Pamuk Şekeri
Yemyeşil kırlara uzandım,benden çok uzakta olmasına rağmen elimi uzatsam değebilecek kadar yakın hissettiğim, mavisinde kaybolduğum gökyüzünü seyre daldım.Rüzgârlar,bulutları pamuk şekeri gibi önüne katmış savuruyor.Bulutlarda arkalarından kocaman bir canavar kovalıyormuşcasına kaçışıyorlar. Bu eşsiz manzaranın seyri öylesine içine aldı ki beni,kendi kaçışlarımı düşünmeye koyuldum. Kendimden yine kendime ,bitmek bilmeyen kaçışlarımı. Beni de şu yeryüzünde savuran neydi? rüzgarlar mı yoksa her fırsatta suçumu yükleyip rahatladığım kaderim mi? Ne kadarı doğru ne kadarı yalnış karar vermekte zorlandığım seçimlerim mi ? Hangisi olabilirdi ? Hangisi, hangisi? Önümde o kadar çok seçenek var ki, seçim yapmam çok zor.
Olduğum yaştan bir bir eksilerek başlangıca döndüm. Hayatı idrakta zorlandığım seneler. Şimdilerde de değişen pek bir şey yok ama olsun . İstemediğim yemeği yemek zorunda bırakılmam. İstemeden yaptığım sayfalar dolusu ödevler ve uzayıp giden serüvenler… Bunların karşısında aldığım ödül ve cezalar. Sorulan sorulara istenilelen cevabı vermezsem aldığım aşırının üzerine çıkan tepkiler de göz yummak zor olsa da ,hadi yumalim. Bu tepkilere karşı dayanma gücümü zamanla tamamen kaybettim .Sonrasında da ne denilse tamam diyen ve bir boyun eğişe doğru evrilen kimliğim bana o günlerden kalan büyük bir miras oldu.
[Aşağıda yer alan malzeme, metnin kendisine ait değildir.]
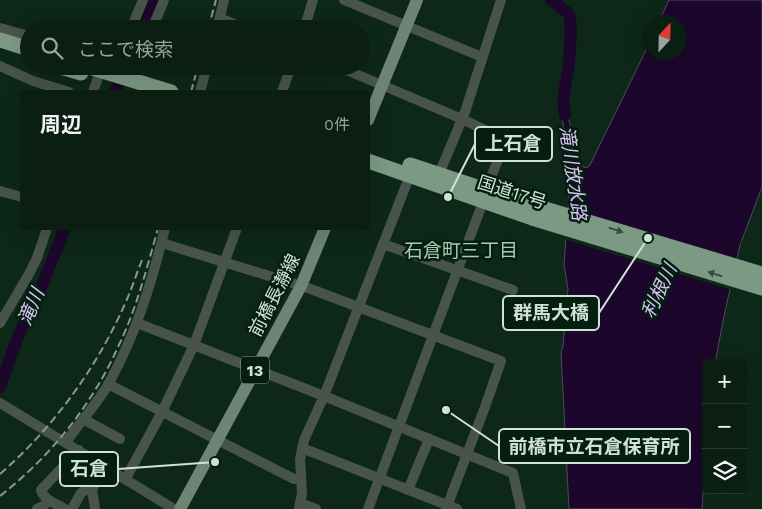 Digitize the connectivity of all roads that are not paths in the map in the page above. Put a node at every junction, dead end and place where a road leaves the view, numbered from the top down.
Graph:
1 (164, 0) edge
2 (224, 0) edge
3 (314, 0) edge
4 (344, 0) edge
5 (417, 0) edge
6 (501, 0) edge
7 (140, 1) edge
8 (220, 18) joint
9 (134, 20) edge
10 (156, 20) edge
11 (225, 20) edge
12 (307, 20) edge
13 (406, 26) junction
14 (0, 28) edge
15 (20, 34) edge
16 (0, 40) edge
17 (20, 46) edge
18 (0, 49) edge
19 (20, 55) edge
20 (482, 57) junction
21 (0, 66) edge
22 (97, 75) edge
23 (99, 75) edge
24 (103, 75) edge
25 (205, 75) edge
26 (288, 75) edge
27 (358, 75) edge
28 (382, 85) junction
29 (62, 90) edge
30 (94, 90) edge
31 (138, 90) edge
32 (163, 90) edge
33 (201, 90) edge
34 (283, 90) edge
35 (370, 115) edge
36 (462, 119) junction
37 (370, 151) edge
38 (370, 161) edge
39 (439, 174) junction
40 (410, 175) junction
41 (0, 191) edge
42 (20, 196) edge
43 (484, 196) junction
44 (534, 212) junction
45 (46, 230) edge
46 (165, 230) edge
47 (236, 230) edge
48 (324, 230) edge
49 (162, 243) junction
50 (384, 244) junction
51 (224, 263) junction
52 (457, 270) junction
53 (762, 274) edge
54 (301, 286) junction
55 (762, 288) edge
56 (513, 290) dead end
57 (359, 306) junction
58 (0, 323) edge
59 (137, 323) junction
60 (434, 334) junction
61 (194, 345) junction
62 (255, 370) junction
63 (108, 384) junction
64 (324, 396) junction
65 (2, 404) edge
66 (162, 412) junction
67 (83, 419) junction
68 (398, 427) junction
69 (429, 439) junction
70 (120, 440) dead end
71 (218, 441) junction
72 (66, 442) junction
73 (302, 448) junction
74 (79, 450) junction
75 (467, 454) junction
76 (106, 467) junction
77 (126, 478) junction
78 (380, 478) junction
79 (301, 479) junction
80 (92, 489) junction
81 (408, 490) junction
82 (49, 501) junction
83 (300, 506) edge
84 (169, 507) edge
85 (450, 508) edge
86 (37, 509) edge
87 (66, 509) edge
88 (72, 509) edge
89 (95, 509) edge
90 (180, 509) edge
91 (316, 509) edge
92 (368, 509) edge
93 (522, 509) edge

1 - 10 street
2 - 8 street
3 - 12 street
4 - 13 street
5 - 13 main road
6 - 20 street
7 - 9 street
8 - 11 street
13 - 20 street
13 - 28 main road
14 - 15 street
16 - 17 highway
18 - 19 highway
20 - 36 street
21 - 29 street
22 - 31 highway
23 - 30 street
24 - 32 highway, bridge
25 - 33 street
26 - 34 street
27 - 28 street
28 - 35 main road
28 - 36 street
36 - 39 street
36 - 43 street
37 - 39 highway, 国道17号
38 - 40 highway, 国道17号
39 - 43 highway, 国道17号
40 - 43 highway, 国道17号
40 - 50 street
41 - 42 street
43 - 44 highway, 国道17号
43 - 52 street
44 -> 53 highway, 国道17号
55 -> 44 highway, 国道17号
45 - 58 street
46 - 49 street
47 - 51 street
48 - 54 main road, 前橋長瀞線 / 13
49 - 51 street
49 - 59 street
50 - 52 street
50 - 57 street
51 - 54 street
51 - 61 street
52 - 56 street
52 - 60 street
54 - 57 street
54 - 62 main road, 前橋長瀞線 / 13
57 - 60 street
57 - 64 street
59 - 61 street
59 - 63 street
60 - 68 street
60 - 75 street
61 - 62 street
61 - 66 street
62 - 64 street
62 - 71 main road, 前橋長瀞線 / 13
63 - 66 street
63 - 67 street
64 - 68 street
64 - 73 street
65 - 72 street
66 - 71 street
66 - 77 street
67 - 70 street
67 - 72 street
68 - 69 street
68 - 78 street
69 - 75 street
69 - 81 street
71 - 79 street
71 - 90 main road, 前橋長瀞線 / 13
72 - 74 street
73 - 78 street
73 - 79 street
74 - 76 street
74 - 82 street
75 - 85 street
75 - 93 street
76 - 77 street
76 - 80 street
77 - 84 street
78 - 81 street
78 - 92 street
79 - 83 street
80 - 88 street
80 - 89 street
81 - 85 street
82 - 86 street
82 - 87 street
83 - 91 street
Bunu zorlamayı bazen izlediğim filmlerde vs görürüm. Sanatçı Kendince guldürü olsun diye ağza alınmayacak küfürler eder. Kişi Kimsenin söylemeye cesaret edemediği ucube küfürleri seyircilerin suratlarına haykırırcasina söyleyebiliyor olmanın keyfini dibine kadar yaşarken ,seyircede Büyük beğeni toplayan sanatçı kahkaha tufanının kopmasına sebep olurdu . Elde ettiği şöhreti ile bu küfürleri makul karşılayıp muhteremi alkış yağmuruna tutmamızda da, akıl tutulması yazardım . Birlikte alkışlarimız büyük bir orkestra oluşturdu
. Şov bitince kendime dönüp iğrenerek bakarımdım. Tabi içinde yaşadığım bu gelgitleri kimseye çaktırmamam gerekli olduğunuda çok iyi bilirdim. Sahneyi aydınlatan ışıkların bir anda bana dönebilme ihtimalini düşünmek bile istemiyorum . Hayır bunu asla kaldıramam. Kimseye cevap vermeye cesaretim yok artık. Kendimle çelişkim anlaşılmasın diye alkışları olabildiğince gösterişli yapardım.
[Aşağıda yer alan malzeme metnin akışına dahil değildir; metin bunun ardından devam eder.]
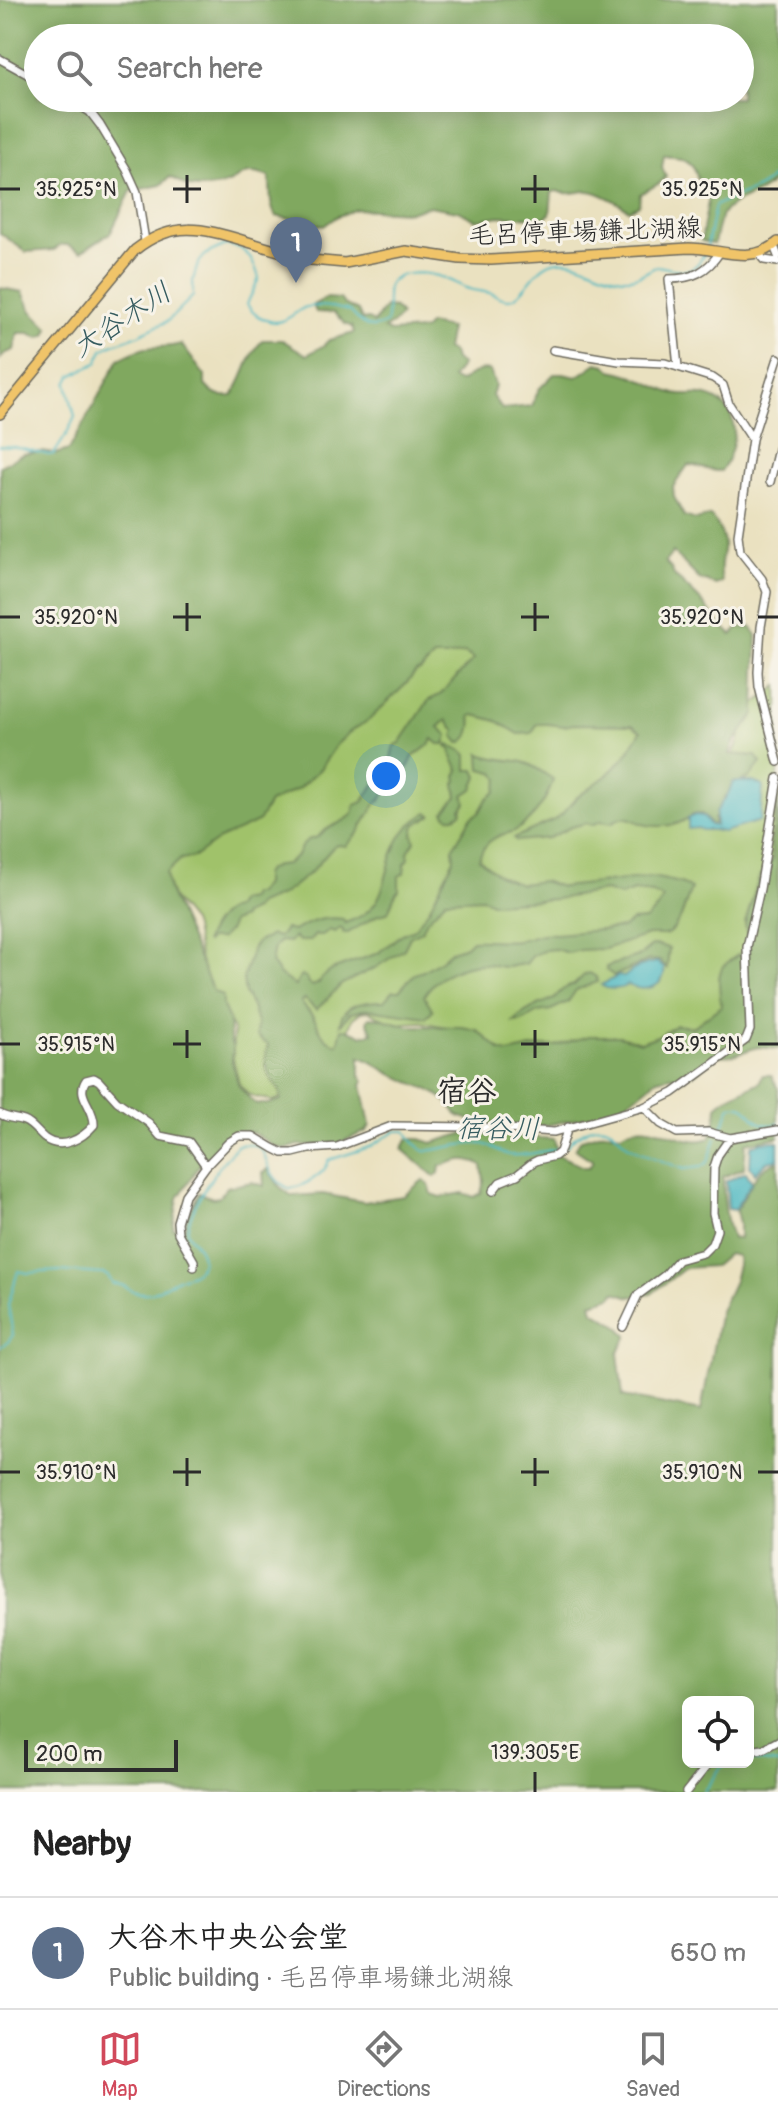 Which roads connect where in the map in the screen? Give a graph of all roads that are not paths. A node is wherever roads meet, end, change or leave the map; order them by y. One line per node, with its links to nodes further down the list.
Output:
1 (0, 59): 2 (street)
2 (24, 72)
3 (90, 112): 4 (street)
4 (145, 241): 6 (main road, 毛呂停車場鎌北湖線); 12 (main road)
5 (777, 248): 7 (main road, 毛呂停車場鎌北湖線)
6 (711, 250): 7 (main road, 毛呂停車場鎌北湖線); 11 (street)
7 (758, 253): 8 (street)
8 (778, 262)
9 (553, 350): 11 (street)
10 (778, 358): 13 (street)
11 (678, 367): 13 (street)
12 (0, 414)
13 (752, 439): 16 (street)
14 (778, 449): 15 (street)
15 (770, 482)
16 (778, 762)
17 (778, 781): 18 (street)
18 (644, 1107): 20 (street); 22 (street)
19 (0, 1114): 23 (street)
20 (568, 1127): 23 (street); 24 (street)
21 (778, 1130): 22 (street)
22 (730, 1138): 26 (street)
23 (206, 1166): 25 (street)
24 (493, 1191)
25 (194, 1267)
26 (623, 1327)
27 (778, 1741): 28 (street)
28 (754, 1750)
29 (705, 1768): 30 (street)
30 (686, 1792)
Yeri gelmişken kültür olarakta kabul görmek zor oldu. Hepimiz çeşitli illerden bir araya gelmişken aynı ağızla konuşmamiz gerekli olduğu sürekli anlatılır. Aynı lezzetlerden hoslanmamiz gerekliliği vurgulanirdi. Parmak izi dahi her insanda farklıyken ,bu denli aynılığa itilmek doğrusu hiç kolay olmadı.
Sonra bu düşüncelerde boğulur gibi oldum. Yerimden bir hısimla kalktım ve kacarcanina kendimden uzaklastim.
Farklı düşünmek , farklı olmak gökyüzünde ki güneş gibi parlak ama yalnız kalmaktı. Buda can sıkıntısı demekti. Kimse bunu istemez değil mi?
Yeri ve zamanında doğruyu söylemenin güzel olduğundan bahsederiz ya öyle bir yer ve zamana henüz denk gelmedim.
Doğru yer ve zaman belki de farklılıkları çöpe atıp, duymak istediklerimizi duyduğumuz zamanlardır. O zaman aynıları alkışlamak için kaldığımiz yerden devam edelim.